One big difference between what you can order in an Australian restaurant and what you can order in a U.S. restaurant is that in Australia, the animals on the menu may actually be wild, not farmed.
I was in South Australia a few weeks ago, and I made it a point to eat as much of this "game" as possible.
Kangaroo is one of those foods that is harvested from the wild and on the menu at many Australian restaurants. My understanding is that hunters are given licenses to shoot a fixed number of kangaroos when the herds have to be culled; the meat can then be sold to restaurants. The red meat of the kangaroo is a lot like beef. As you might suspect, it’s very lean (unlike beef, it’s not fattened up on corn; living in the wild, kangaroos eat whatever they can forage – and they get a lot of exercise).
Emu is both wild and farmed, redder than chicken, a lot like ostrich. And like kangaroo, it’s very lean. I had it as both a pate and a filet; it was tasty enough if not particularly distinguished.
Goat, though regularly farmed in the U.S., is listed as “feral” on some menus, which means either that it’s always wild or that it was once domesticated and is now wild (in the case of goats, this means some must have escaped from captivity and started breeding in the bush).
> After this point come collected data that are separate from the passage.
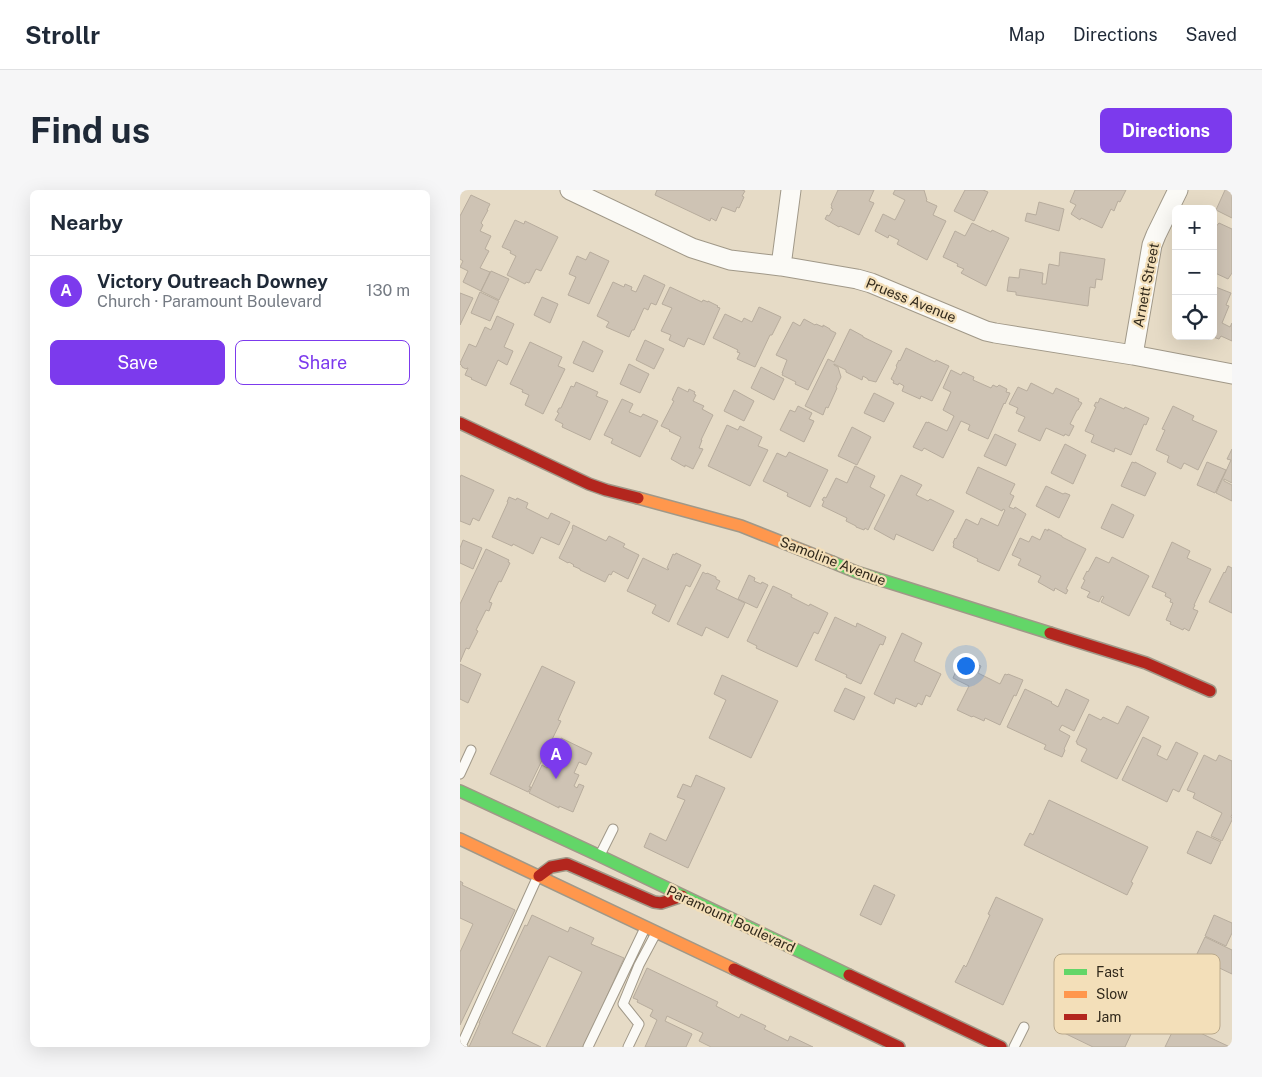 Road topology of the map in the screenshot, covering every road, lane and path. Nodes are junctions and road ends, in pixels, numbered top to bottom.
1 (570, 190) edge
2 (791, 190) edge
3 (1178, 190) edge
4 (782, 266) junction
5 (1133, 355) junction
6 (1232, 374) edge
7 (460, 424) edge
8 (1210, 691) dead end
9 (471, 750) dead end
10 (460, 774) edge
11 (460, 791) edge
12 (613, 829) dead end
13 (460, 839) edge
14 (600, 856) junction
15 (538, 876) junction
16 (682, 896) junction
17 (651, 929) junction
18 (1024, 1028) dead end
19 (880, 1043) edge
20 (463, 1047) edge
21 (588, 1047) edge
22 (628, 1047) edge
23 (900, 1047) edge
24 (1002, 1047) edge
25 (1014, 1047) edge

1 - 4 street, Pruess Avenue
2 - 4 street
3 - 5 street, Arnett Street
4 - 5 street, Pruess Avenue
5 - 6 street, Pruess Avenue
7 - 8 main road, Samoline Avenue
9 - 10 lane
11 - 14 main road, Paramount Boulevard
12 - 14 lane
13 - 15 main road
14 - 16 main road, Paramount Boulevard
15 - 16 main road
15 - 17 main road
15 - 20 lane
16 - 24 main road, Paramount Boulevard
17 - 19 main road
17 - 21 lane
17 - 22 lane
18 - 25 lane
19 - 23 main road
Of all three meats, goat has the most flavor, and is the only one of these three feral meats that you can easily acquire in the U.S.
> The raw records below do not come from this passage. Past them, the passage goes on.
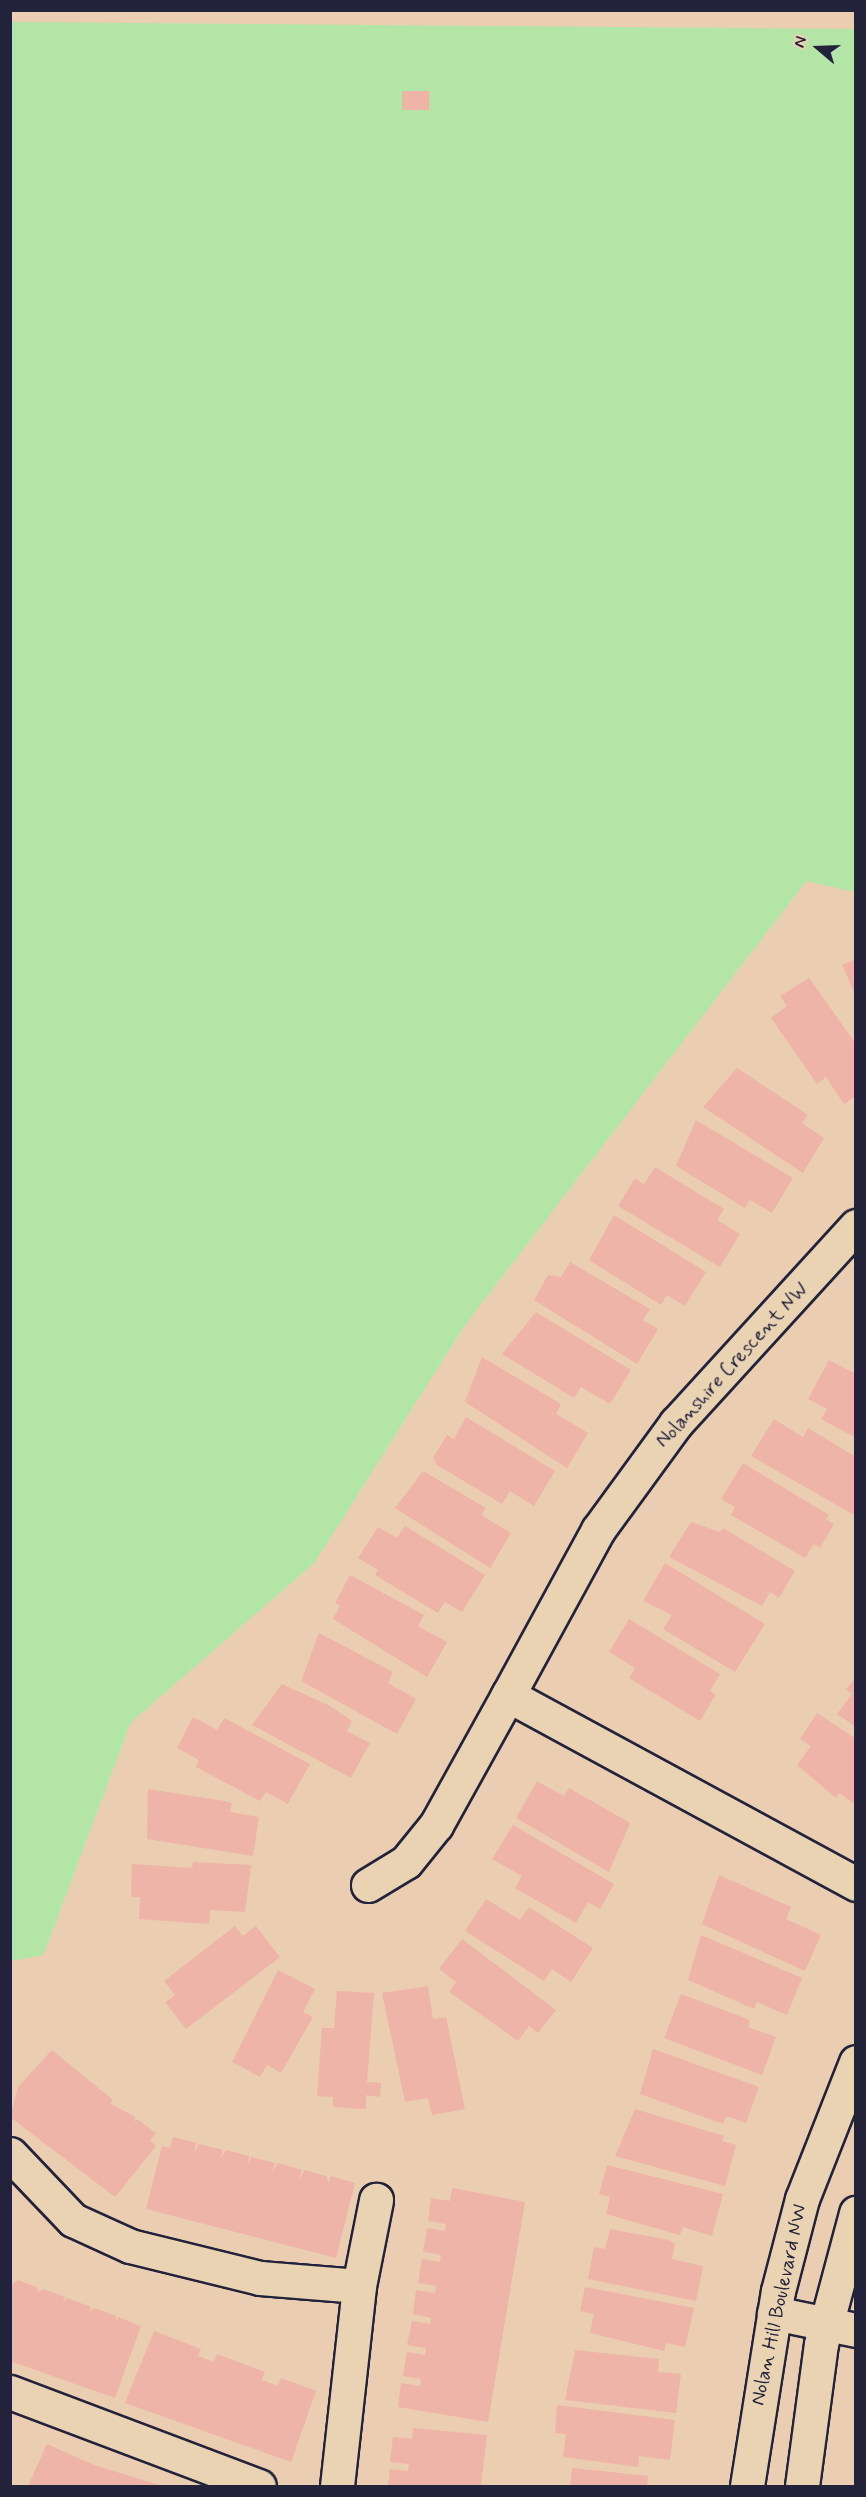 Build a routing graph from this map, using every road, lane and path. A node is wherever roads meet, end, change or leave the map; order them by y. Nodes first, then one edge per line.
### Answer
1 (855, 1226) edge
2 (508, 1695) junction
3 (855, 1884) edge
4 (368, 1886) dead end
5 (855, 2062) edge
6 (10, 2154) edge
7 (376, 2200) dead end
8 (855, 2212) edge
9 (359, 2286) junction
10 (774, 2313) junction
11 (840, 2327) edge
12 (10, 2392) edge
13 (259, 2487) edge
14 (336, 2487) edge
15 (747, 2487) edge
16 (802, 2487) edge

1 - 2 street, Nolanshire Crescent NW
2 - 3 street
2 - 4 street, Nolanshire Crescent NW
5 - 10 street, Nolan Hill Boulevard NW
6 - 9 street
7 - 9 street
8 - 11 street
9 - 14 street
10 - 11 street
10 - 15 street, Nolan Hill Boulevard NW
11 - 16 street
12 - 13 street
In Oak Park, there are several meat animals, including raccoon and squirrel, that are considered food in many parts of the country and the world but which are not regularly featured on menus because usually they’re wild. I say “usually” because raccoon can actually be farmed (the fur is still used for clothing in some parts of the world), and it’s the farmed variety that’s served at one of my favorite food events of the year: the annual Tom McNulty Raccoon Feed at the Delafield, Wisconsin, VFW Hall. If you’re a fan of the feral, this is not an event you want to miss.